Reuters riporta che le principali società d’investimento e speculazione sulle materie prime del mondo sono state invitate da broker e borse a depositare centinaia di milioni di dollari in fondi extra per coprire la loro esposizione all’impennata dei prezzi del gas naturale.

Glencore, Gunvor, Trafigura e Vitol sono tra i commercianti di materie prime che devono affrontare enormi richieste di margini sulle loro posizioni nei mercati del gas naturale in Europa e negli Stati Uniti.

Secondo i rapporti, sembra che questo sia la conseguenza di una serie di grosse esposizioni di trading sbagliate, dopo che, nel tempo, erano risultate estremamente profittevoli.

Per anni i prezzi del gas naturale europeo (rosso) e statunitense (verde) si sono scambiati all’interno di un range ben definito. Quando lo spread tra i due raggiungeva un eccesso allora passavi facilmente da una posizione all’altra. Però questo legame si è rotto.

Fonte: Bloomberg

Quindi, quando i prezzi del NatGas europeo sono aumentati nel secondo trimestre, hanno raggiunto un massimo non previsto  rispetto al NatGas americano i trader hanno venduto a termine le posizioni di gas europeo e investito in quello americano.

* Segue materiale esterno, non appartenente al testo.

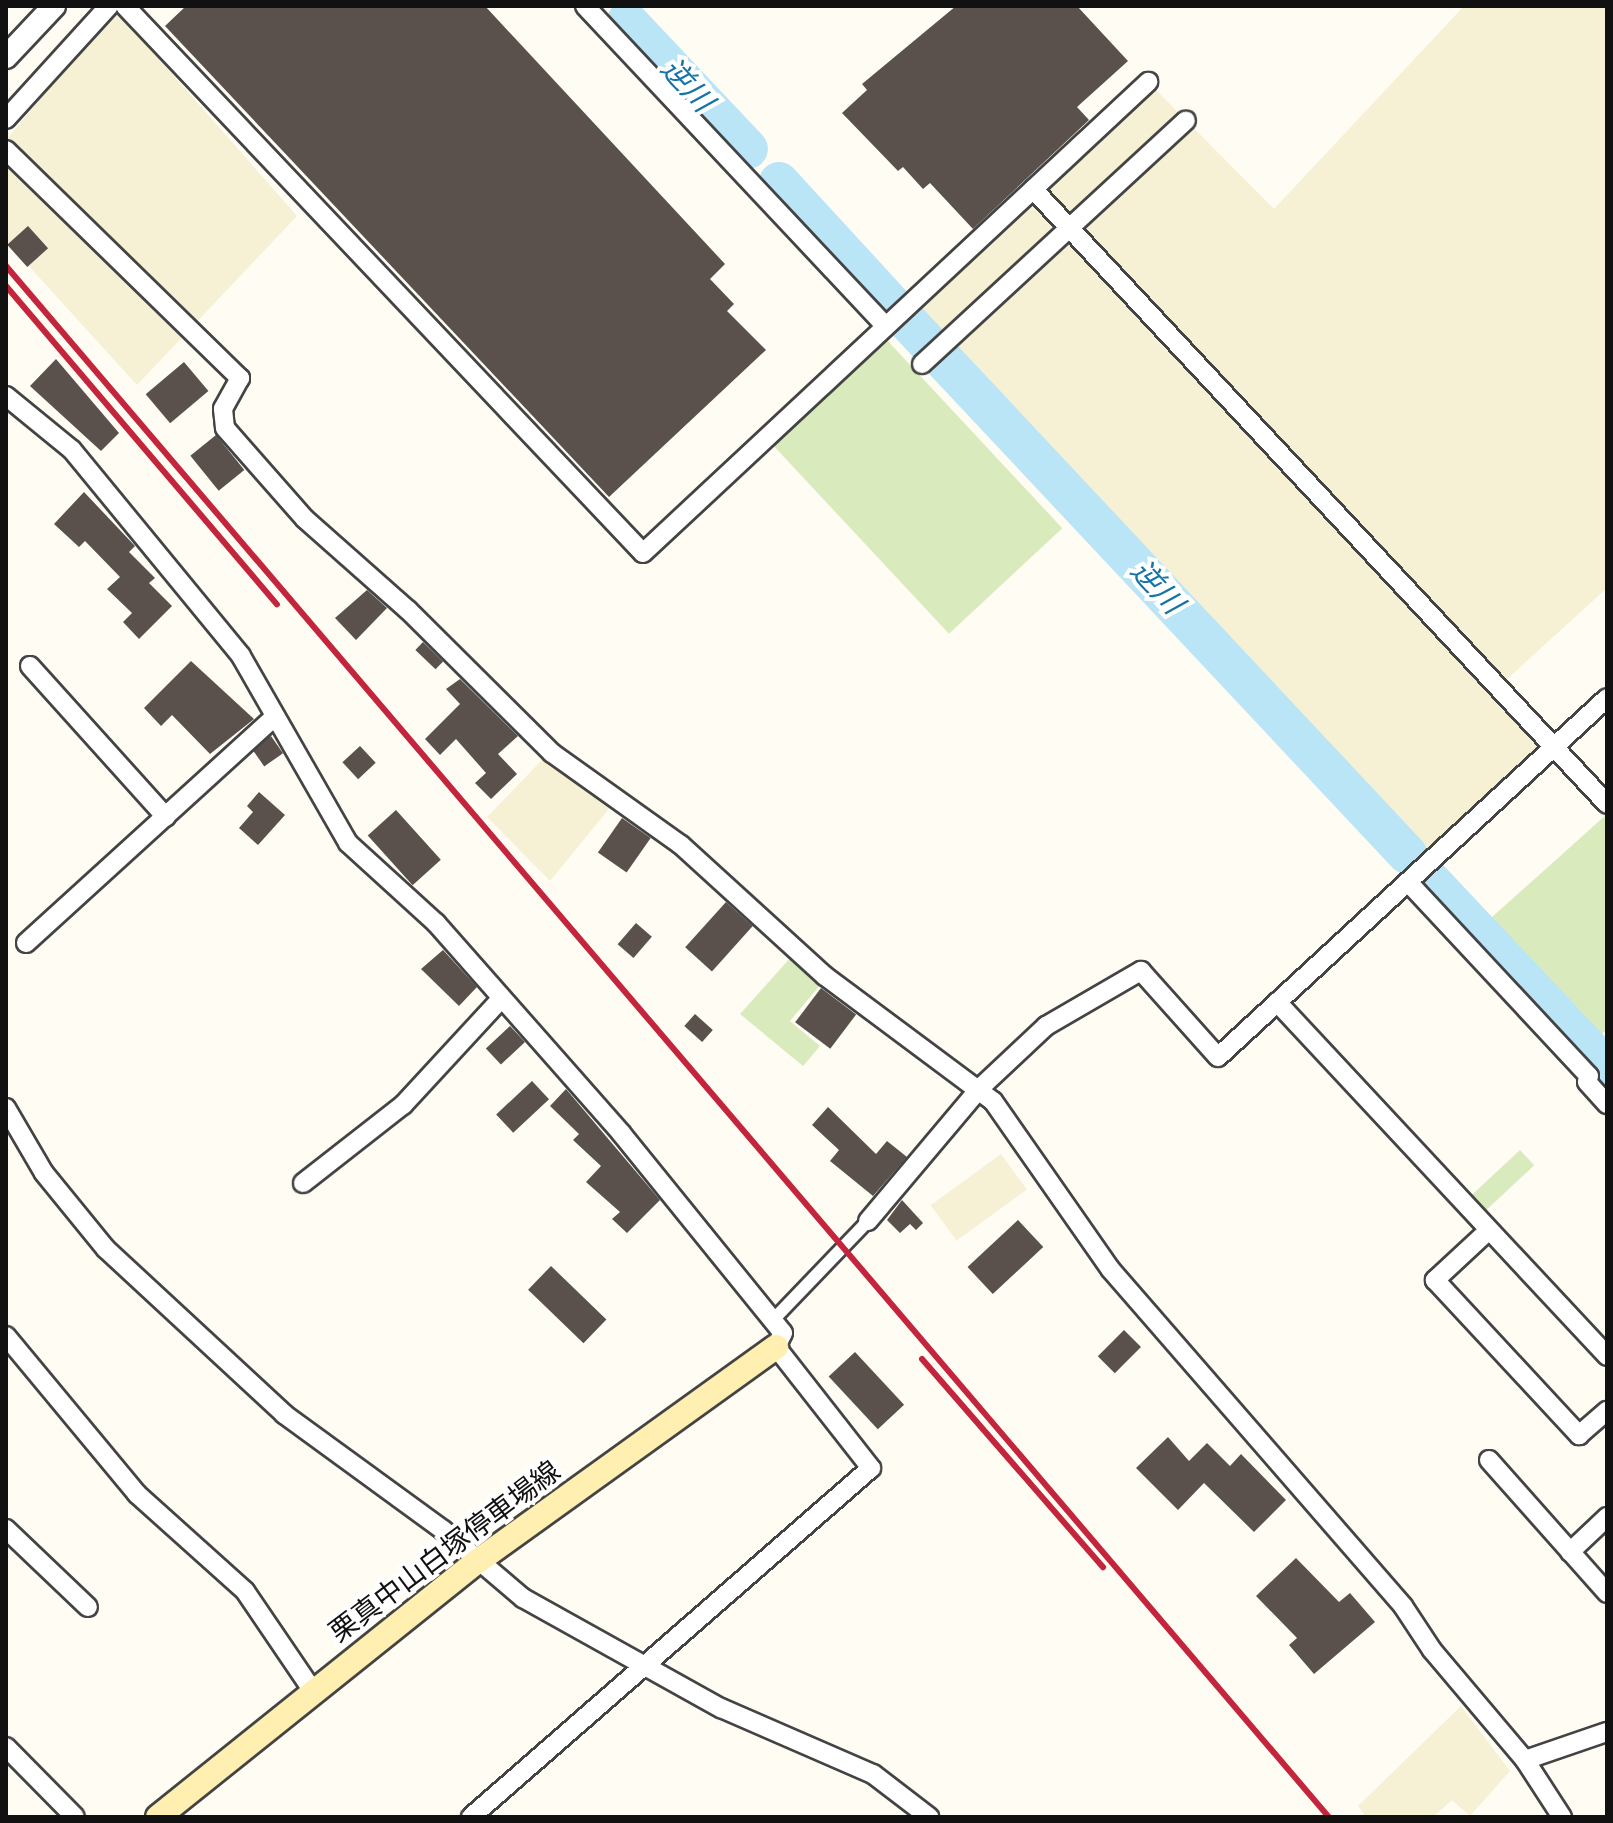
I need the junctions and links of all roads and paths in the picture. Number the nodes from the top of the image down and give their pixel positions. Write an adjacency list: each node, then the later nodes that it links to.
1 (54, 6): 5 (street)
2 (109, 6): 7 (street)
3 (125, 6): 12 (street)
4 (585, 6): 12 (street)
5 (6, 57)
6 (1148, 82): 10 (street)
7 (6, 119)
8 (1186, 120): 11 (street)
9 (6, 150): 25 (street)
10 (1033, 189): 11 (street); 12 (street)
11 (1071, 230): 13 (street); 18 (street)
12 (885, 326)
13 (923, 363)
14 (6, 396): 17 (street)
15 (30, 666): 20 (street)
16 (1607, 698): 18 (street)
17 (274, 717): 20 (street); 23 (street)
18 (1555, 748): 19 (street); 21 (street)
19 (1607, 804)
20 (166, 817): 22 (street)
21 (1408, 882): 24 (street); 26 (street)
22 (26, 943)
23 (500, 1000): 28 (street); 31 (street)
24 (1277, 1002): 25 (street); 30 (street)
25 (980, 1088): 29 (street); 47 (street)
26 (1607, 1104)
27 (6, 1108): 40 (street)
28 (303, 1183)
29 (868, 1221): 31 (street)
30 (1489, 1230): 34 (street); 35 (street)
31 (773, 1320): 33 (street)
32 (6, 1336): 44 (street)
33 (776, 1347): 40 (main road, 栗真中山白塚停車場線); 43 (street)
34 (1607, 1356)
35 (1607, 1411)
36 (1489, 1460): 39 (street)
37 (1607, 1517): 39 (street)
38 (10, 1542): 42 (street)
39 (1570, 1552): 41 (street)
40 (478, 1561): 43 (street); 44 (main road, 栗真中山白塚停車場線)
41 (1607, 1593)
42 (88, 1607)
43 (645, 1665): 50 (street); 51 (street)
44 (313, 1691): 49 (main road, 栗真中山白塚停車場線)
45 (1607, 1732): 47 (street)
46 (6, 1747): 48 (street)
47 (1525, 1760): 52 (street)
48 (75, 1817)
49 (158, 1817)
50 (471, 1817)
51 (929, 1817)
52 (1562, 1817)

La strategia è fallita il mese scorso quando i prezzi del gas in Europa sono aumentati a causa di una serie di fattori tra cui scorte basse, elevata domanda di gas in Asia, scarsa fornitura russa e di GNL in Europa e interruzioni.

Non si è trattato di un modesto rialzo, ma di una modifica della strategia che ha invertito una tendenza stabile degli ultimi 12 anni, rafforzata dalla possibilità crescente di trasferire i prezzi da un mercato all’altro grazie al gas naturale liquefatto.

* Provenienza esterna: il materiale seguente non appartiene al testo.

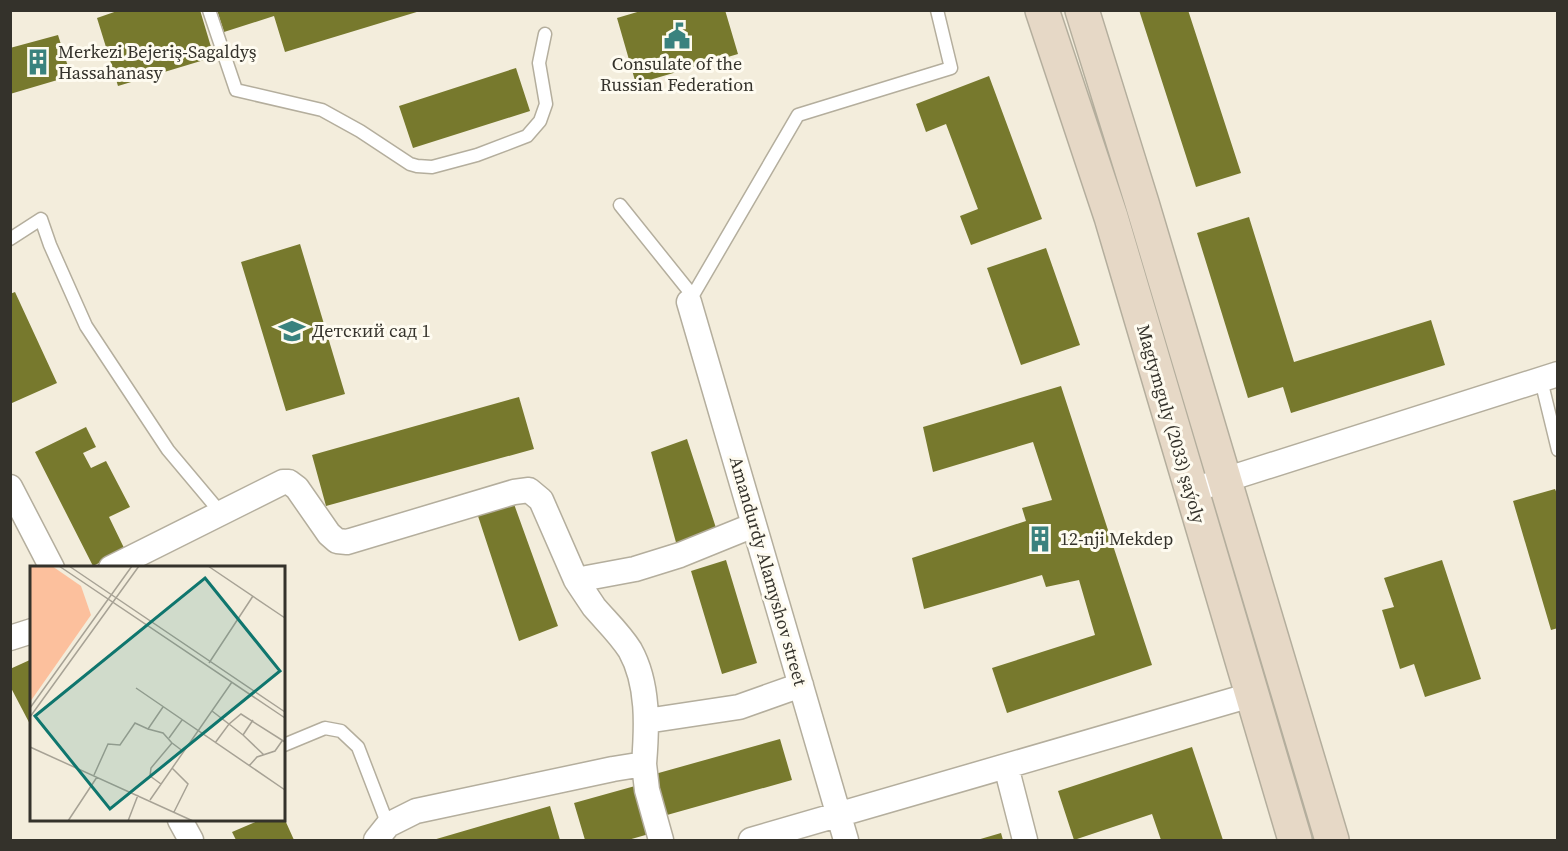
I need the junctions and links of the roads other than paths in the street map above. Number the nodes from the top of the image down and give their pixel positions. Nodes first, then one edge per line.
1 (209, 10) edge
2 (937, 10) edge
3 (1041, 10) edge
4 (1082, 10) edge
5 (544, 34) dead end
6 (620, 204) dead end
7 (10, 239) edge
8 (691, 299) junction
9 (1549, 377) edge
10 (1557, 450) edge
11 (1225, 479) junction
12 (10, 487) edge
13 (1190, 491) junction
14 (221, 513) junction
15 (754, 525) junction
16 (51, 566) edge
17 (113, 566) edge
18 (576, 580) junction
19 (30, 633) edge
20 (10, 639) edge
21 (801, 685) junction
22 (1251, 695) junction
23 (646, 721) junction
24 (285, 745) edge
25 (645, 764) junction
26 (1006, 766) junction
27 (839, 815) junction
28 (181, 821) edge
29 (382, 832) edge
30 (191, 840) edge
31 (661, 840) edge
32 (751, 840) edge
33 (846, 840) edge
34 (1025, 840) edge
35 (1294, 840) edge
36 (1332, 840) edge

1 - 5 lane
2 - 8 lane
3 - 13 main road, Magtymguly (2033) şaýoly
4 - 11 main road, Magtymguly (2033) şaýoly
6 - 8 lane
7 - 14 lane
8 - 15 street, Amandurdy Alamyshov street
9 - 10 lane
9 - 11 street
11 - 13 street
11 - 36 main road, Magtymguly (2033) şaýoly
12 - 16 street
13 - 22 main road, Magtymguly (2033) şaýoly
14 - 17 street
14 - 18 street
15 - 18 street
15 - 21 street, Amandurdy Alamyshov street
18 - 23 street
19 - 20 street
21 - 23 street
21 - 27 street, Amandurdy Alamyshov street
22 - 26 street
22 - 35 main road, Magtymguly (2033) şaýoly
23 - 25 street
24 - 29 lane
25 - 29 street
25 - 31 street
26 - 27 street
26 - 34 street
27 - 32 street
27 - 33 street, Amandurdy Alamyshov street
28 - 30 street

Ovviamente i trader ora sottovalutano le posizione esposte, soprattutto call sui mercati europei, che, se eseguite ora , sarebbero un vero e proprio bagno di sangue: hanno venduto il gas a prezzi molto più bassi di quanto dovrebbero ricomprare ora!

Glencore, Trafigura e Vitol hanno rifiutato di commentare.

La situazione è particolarmente difficile per le società commerciali di piccole e medie dimensioni, hanno affermato le fonti, che hanno descritto le richieste di margine come su una scala mai vista prima.

Se queste società si sono coperte con delle assicurazioni sulle opzioni, allora loro sono al sicuro, ma a essere in difficoltà saranno le società di assicurazione che hanno coperto lo scambio, Se invece non l’hanno fatto vedremo saltare un certo numero di trader, dai piccoli, ai più grandi. Altro turbamento per i mercati finanziari.